My companion shivered. ‘What do you think has happened to him?’ he asked, his voice catching in his throat.

‘I don’t know,’ I said. ‘What do you?’

There was no answer for several seconds. Finally Mark admitted, ‘Like you, I’ve no idea.’ He spoke so quietly that I had to strain to hear him. ‘Perhaps … perhaps, after all, my mother’s right, and the Devil has laid him by the heels.’

‘For what reason?’

‘How can I tell?’ His tone sharpened. ‘I have no truck with Old Nick. But my brother is able to read. The monks taught him. Oh, they taught me too, but I was never the scholar that he is. Like my father before me, I know my letters well enough to run the business, to write out a bill or understand an invoice, but Peter reads for pleasure. He buys books.’ Mark’s tone was incredulous.

‘You make the stuff on which they’re written,’ I pointed out. ‘Maybe that explains his interest. All the same, why should the fact that he can read mean that a man is in league with the Devil?’

Mark repeated, more or less, what Dame Joan had said to me the previous evening: ‘Who knows what’s in those books he keeps in the workshop? There’s a chest of them there, full to the brim.’

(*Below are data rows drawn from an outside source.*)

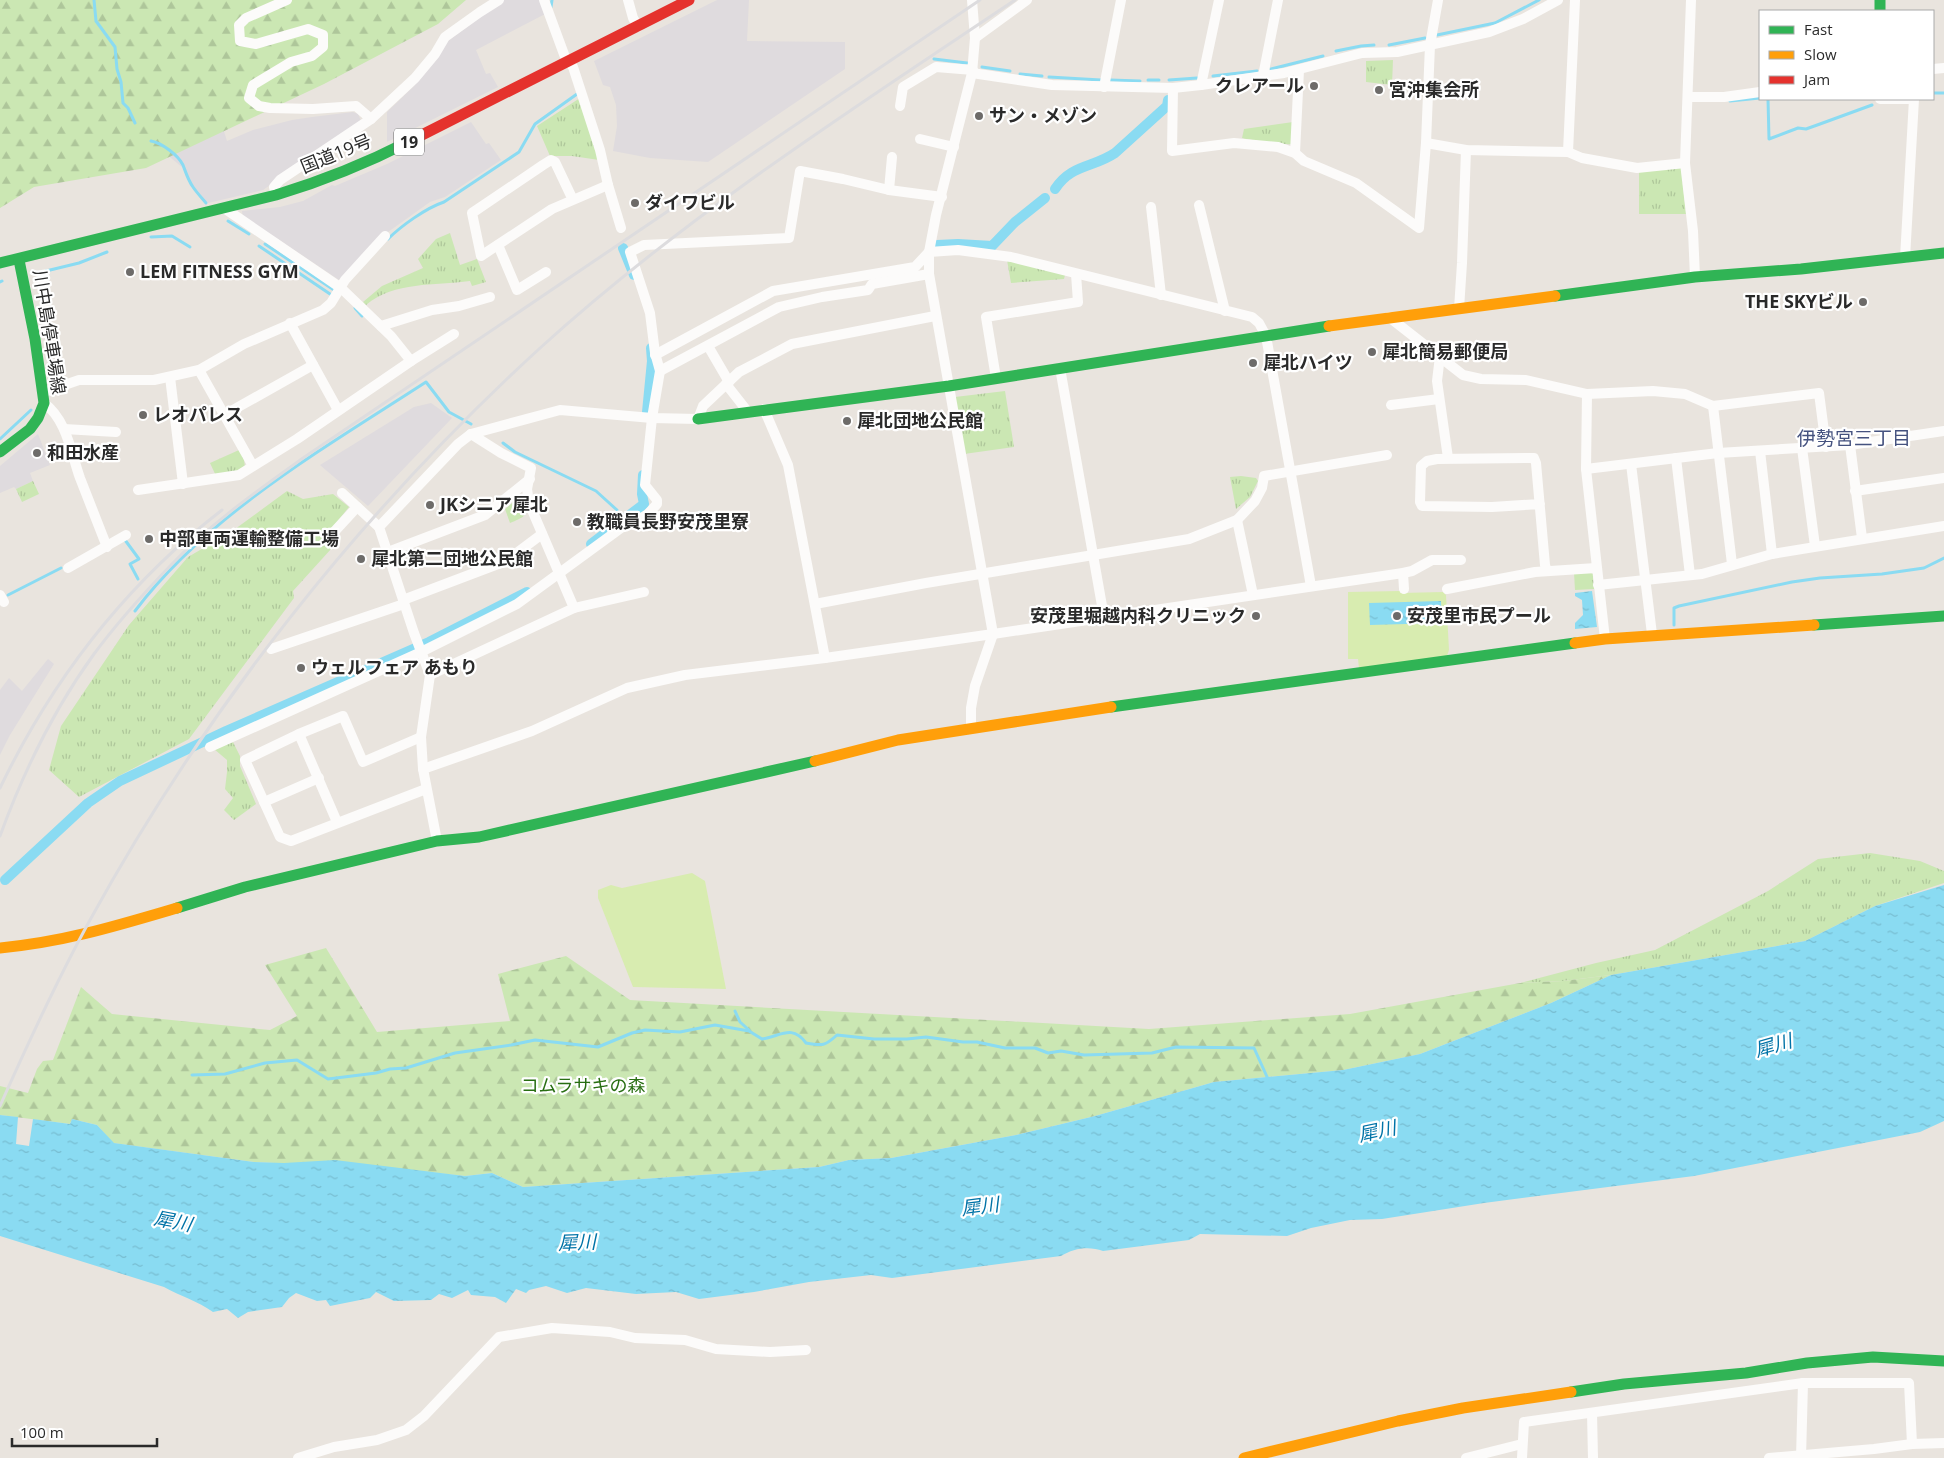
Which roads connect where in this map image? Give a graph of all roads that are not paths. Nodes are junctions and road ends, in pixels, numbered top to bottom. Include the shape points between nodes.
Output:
1 (287, 0) edge
2 (499, 0) edge
3 (544, 0) edge
4 (628, 0) edge
5 (689, 0) edge
6 (972, 0) edge
7 (1027, 0) edge
8 (1121, 0) edge
9 (1219, 0) edge
10 (1278, 0) edge
11 (1438, 0) edge
12 (1558, 0) edge
13 (1575, 0) edge
14 (1691, 0) edge
15 (638, 27) junction
16 (975, 38) junction
17 (1430, 45) junction
18 (569, 62) junction
19 (1299, 70) junction
20 (972, 72) junction
21 (1263, 76) junction
22 (1201, 85) junction
23 (1104, 88) junction
24 (1173, 88) junction
25 (1759, 92) edge
26 (1688, 96) junction
27 (1914, 100) edge
28 (900, 106) dead end
29 (371, 119) junction
30 (920, 139) dead end
31 (1426, 143) junction
32 (954, 147) junction
33 (1466, 150) junction
34 (1568, 152) junction
35 (1295, 153) junction
36 (892, 157) dead end
37 (1685, 163) junction
38 (608, 185) junction
39 (889, 190) junction
40 (276, 195) junction
41 (942, 197) junction
42 (574, 200) junction
43 (1199, 205) dead end
44 (1152, 207) dead end
45 (224, 208) junction
46 (621, 228) dead end
47 (385, 236) dead end
48 (498, 245) junction
49 (929, 252) junction
50 (1944, 253) edge
51 (1905, 258) junction
52 (18, 260) junction
53 (0, 264) edge
54 (546, 272) dead end
55 (929, 274) junction
56 (1076, 274) junction
57 (1694, 277) junction
58 (339, 292) junction
59 (1161, 295) junction
60 (490, 298) dead end
61 (1459, 309) junction
62 (1225, 311) junction
63 (936, 316) junction
64 (1389, 317) junction
65 (290, 324) junction
66 (381, 326) junction
67 (454, 334) dead end
68 (1266, 336) junction
69 (708, 346) junction
70 (655, 355) junction
71 (1440, 356) junction
72 (412, 361) junction
73 (313, 365) junction
74 (1060, 368) junction
75 (199, 370) junction
76 (660, 371) junction
77 (170, 378) junction
78 (996, 378) junction
79 (728, 383) junction
80 (949, 386) junction
81 (1587, 394) junction
82 (44, 397) junction
83 (1439, 399) junction
84 (1391, 405) dead end
85 (1713, 406) junction
86 (764, 409) junction
87 (338, 410) junction
88 (748, 412) junction
89 (224, 415) junction
90 (652, 418) junction
91 (698, 419) junction
92 (64, 430) junction
93 (1944, 431) edge
94 (116, 432) dead end
95 (471, 434) junction
96 (1850, 445) junction
97 (1826, 447) junction
98 (1802, 448) junction
99 (1760, 451) junction
100 (0, 452) edge
101 (1718, 453) junction
102 (1387, 455) dead end
103 (1448, 458) junction
104 (1676, 458) junction
105 (1631, 464) junction
106 (253, 466) junction
107 (1586, 469) junction
108 (1291, 473) junction
109 (1944, 478) edge
110 (530, 479) junction
111 (183, 484) junction
112 (138, 490) dead end
113 (1856, 491) junction
114 (342, 493) dead end
115 (1540, 504) junction
116 (357, 507) junction
117 (1237, 520) junction
118 (1944, 526) edge
119 (379, 527) junction
120 (334, 532) dead end
121 (542, 534) junction
122 (126, 535) dead end
123 (1862, 538) junction
124 (1815, 546) junction
125 (107, 547) junction
126 (388, 552) junction
127 (1772, 554) junction
128 (1091, 556) junction
129 (1461, 560) dead end
130 (1732, 564) junction
131 (68, 568) dead end
132 (1596, 568) junction
133 (1547, 571) junction
134 (982, 573) junction
135 (1403, 573) junction
136 (559, 574) junction
137 (1690, 575) junction
138 (1644, 581) junction
139 (1598, 585) junction
140 (1311, 586) junction
141 (1404, 589) dead end
142 (1447, 589) dead end
143 (644, 592) dead end
144 (1253, 595) junction
145 (403, 602) junction
146 (815, 604) junction
147 (574, 608) junction
148 (1944, 616) edge
149 (1104, 617) junction
150 (993, 634) junction
151 (1652, 634) junction
152 (1605, 639) junction
153 (271, 649) dead end
154 (421, 652) junction
155 (825, 658) junction
156 (430, 674) junction
157 (971, 728) junction
158 (299, 734) junction
159 (421, 737) junction
160 (210, 747) dead end
161 (423, 769) junction
162 (319, 778) junction
163 (426, 789) junction
164 (264, 802) junction
165 (337, 822) junction
166 (437, 841) junction
167 (0, 948) edge
168 (806, 1350) dead end
169 (1944, 1362) edge
170 (1803, 1383) junction
171 (1592, 1413) junction
172 (1944, 1443) edge
173 (1522, 1444) junction
174 (1912, 1444) junction
175 (1874, 1454) edge
176 (1801, 1456) edge
177 (298, 1458) edge
178 (1244, 1458) edge
179 (1466, 1458) edge
180 (1522, 1458) edge
181 (1593, 1458) edge
182 (1769, 1458) edge

1 - 29 street via 246,18 239,25 240,41 256,44 308,29 323,35 322,47 312,56 291,62 253,85 249,98 259,106 270,108 356,106
2 - 29 street via 445,37 415,78
3 - 18 street
4 - 15 street
5 - 15 main road, 国道19号 / 19
6 - 16 street
7 - 16 street
8 - 23 street
9 - 22 street
10 - 21 street
11 - 17 street
12 - 17 street via 1509,26
13 - 34 street
14 - 26 street
15 - 18 main road, 国道19号 / 19
16 - 20 street
17 - 19 street via 1397,52 1362,53
17 - 31 street
18 - 38 street via 600,150
18 - 40 main road, 国道19号 / 19 via 385,154
19 - 21 street
19 - 35 street
20 - 23 street via 1052,85
20 - 28 street via 936,67 903,87
20 - 32 street
21 - 22 street
22 - 24 street
23 - 24 street
24 - 35 street via 1172,152 1234,143 1278,147
25 - 26 street via 1724,97
26 - 37 street
27 - 51 street
29 - 40 street via 280,180 274,186
30 - 32 street
31 - 33 street
31 - 35 street via 1419,228 1356,183 1304,161
32 - 41 street
33 - 34 street
33 - 61 street
34 - 37 street via 1582,158 1637,168
36 - 39 street
37 - 57 street via 1693,231
38 - 42 street
38 - 46 street
39 - 41 street
39 - 70 street via 800,171 789,238 644,245 630,252 650,313
40 - 45 main road, 国道19号 / 19
41 - 49 street
42 - 48 street via 537,218
42 - 48 street via 555,162 550,160 543,164 472,214 481,256
43 - 62 street
44 - 59 street
45 - 52 main road, 国道19号 / 19
45 - 58 street
47 - 58 street via 345,280
48 - 54 street via 518,290
49 - 55 street
49 - 56 street via 958,250 1011,257
49 - 70 street via 915,267 773,291
50 - 51 main road
51 - 57 main road
52 - 53 main road, 国道19号 / 19
52 - 82 main road, 川中島停車場線
55 - 63 street
55 - 69 street via 872,284 868,290 779,307
56 - 59 street
56 - 78 street via 1078,302 986,317
57 - 61 main road
58 - 65 street via 323,310
58 - 66 street
59 - 62 street
60 - 66 street via 432,310
61 - 64 main road
62 - 68 street via 1252,317
63 - 79 street via 792,344 739,372
63 - 80 street
64 - 68 main road
64 - 71 street
65 - 73 street
65 - 75 street via 244,344
66 - 72 street
67 - 72 street
68 - 74 main road
68 - 108 street
69 - 76 street
69 - 79 street
70 - 76 street
71 - 81 street via 1463,375 1481,379 1526,380
71 - 83 street
72 - 87 street
73 - 87 street
73 - 89 street
74 - 78 main road
74 - 128 street
75 - 77 street
75 - 89 street
76 - 90 street
77 - 82 street via 80,380
77 - 111 street
78 - 80 main road
79 - 88 street
79 - 91 street via 703,406
80 - 86 main road
80 - 134 street
81 - 85 street via 1677,393
81 - 107 street
82 - 92 street
82 - 100 main road, 川中島停車場線 via 38,418 30,429
83 - 84 street
83 - 103 street
85 - 97 street via 1819,394
85 - 101 street
86 - 88 main road
86 - 146 street via 788,465
87 - 106 street
88 - 91 main road
89 - 106 street
90 - 91 street
90 - 95 street via 560,410
90 - 136 street via 645,484 657,504 647,515 621,528
92 - 94 street
92 - 125 street
93 - 96 street
95 - 110 street via 531,468
95 - 119 street
96 - 97 street
96 - 113 street
97 - 98 street
98 - 99 street
98 - 124 street
99 - 101 street
99 - 127 street
101 - 104 street
101 - 130 street
102 - 108 street
103 - 115 street via 1534,458
103 - 115 street via 1427,461 1421,466 1422,506
104 - 105 street
104 - 137 street
105 - 107 street
105 - 138 street
106 - 111 street via 240,475
107 - 132 street
108 - 117 street via 1264,476 1255,501
108 - 140 street
109 - 113 street
110 - 121 street via 527,489 529,503
110 - 126 street via 484,515
111 - 112 street
113 - 123 street
114 - 116 street
115 - 133 street
116 - 119 street
116 - 120 street
117 - 128 street via 1190,539
117 - 144 street
118 - 123 street
119 - 126 street
121 - 136 street
121 - 145 street via 506,562
122 - 125 street
123 - 124 street
124 - 127 street
125 - 131 street
126 - 145 street
127 - 130 street
128 - 134 street
128 - 149 street
129 - 135 street via 1432,560
130 - 137 street
132 - 133 street
132 - 139 street
133 - 142 street
134 - 146 street
134 - 150 street
135 - 140 street
135 - 141 street
136 - 147 street
136 - 154 street via 517,604
137 - 138 street
138 - 139 street
138 - 151 street
139 - 152 street
140 - 144 street
143 - 147 street
144 - 149 street
145 - 153 street
145 - 154 street
146 - 155 street
147 - 156 street
148 - 151 main road
149 - 150 street
150 - 155 street
150 - 157 street via 975,686
151 - 152 main road
152 - 157 main road
154 - 156 street
154 - 160 street
155 - 161 street via 686,675 627,688 532,731
156 - 159 street
157 - 166 main road via 898,740 799,766 479,837
158 - 159 street via 343,716 363,762
158 - 162 street
158 - 164 street via 244,760
159 - 161 street
161 - 163 street
162 - 164 street
162 - 165 street
163 - 165 street
163 - 166 street
164 - 165 street via 280,836 291,841
166 - 167 main road via 244,887 96,932 40,944
168 - 177 street via 716,1349 685,1340 635,1338 610,1332 552,1328 499,1337 424,1416 406,1430
169 - 178 main road via 1873,1357 1624,1384 1463,1408
170 - 171 street
170 - 174 street via 1909,1383
170 - 176 street
171 - 173 street via 1524,1422
171 - 181 street
172 - 174 street
173 - 179 street
173 - 180 street
174 - 175 street
175 - 176 street
176 - 182 street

‘Then, if you’ll permit,’ I suggested, ‘my first task tomorrow morning will be to go through the lot of them and see what they contain.’

‘You can read?’ His surprise was hardly flattering.

‘I was taught by the monks, as you were. If you recall, I told you that at one time I was a novice here in the abbey.’

‘So you did.’ Mark began to settle himself for sleep. ‘I was right. You’re a very unusual chapman.’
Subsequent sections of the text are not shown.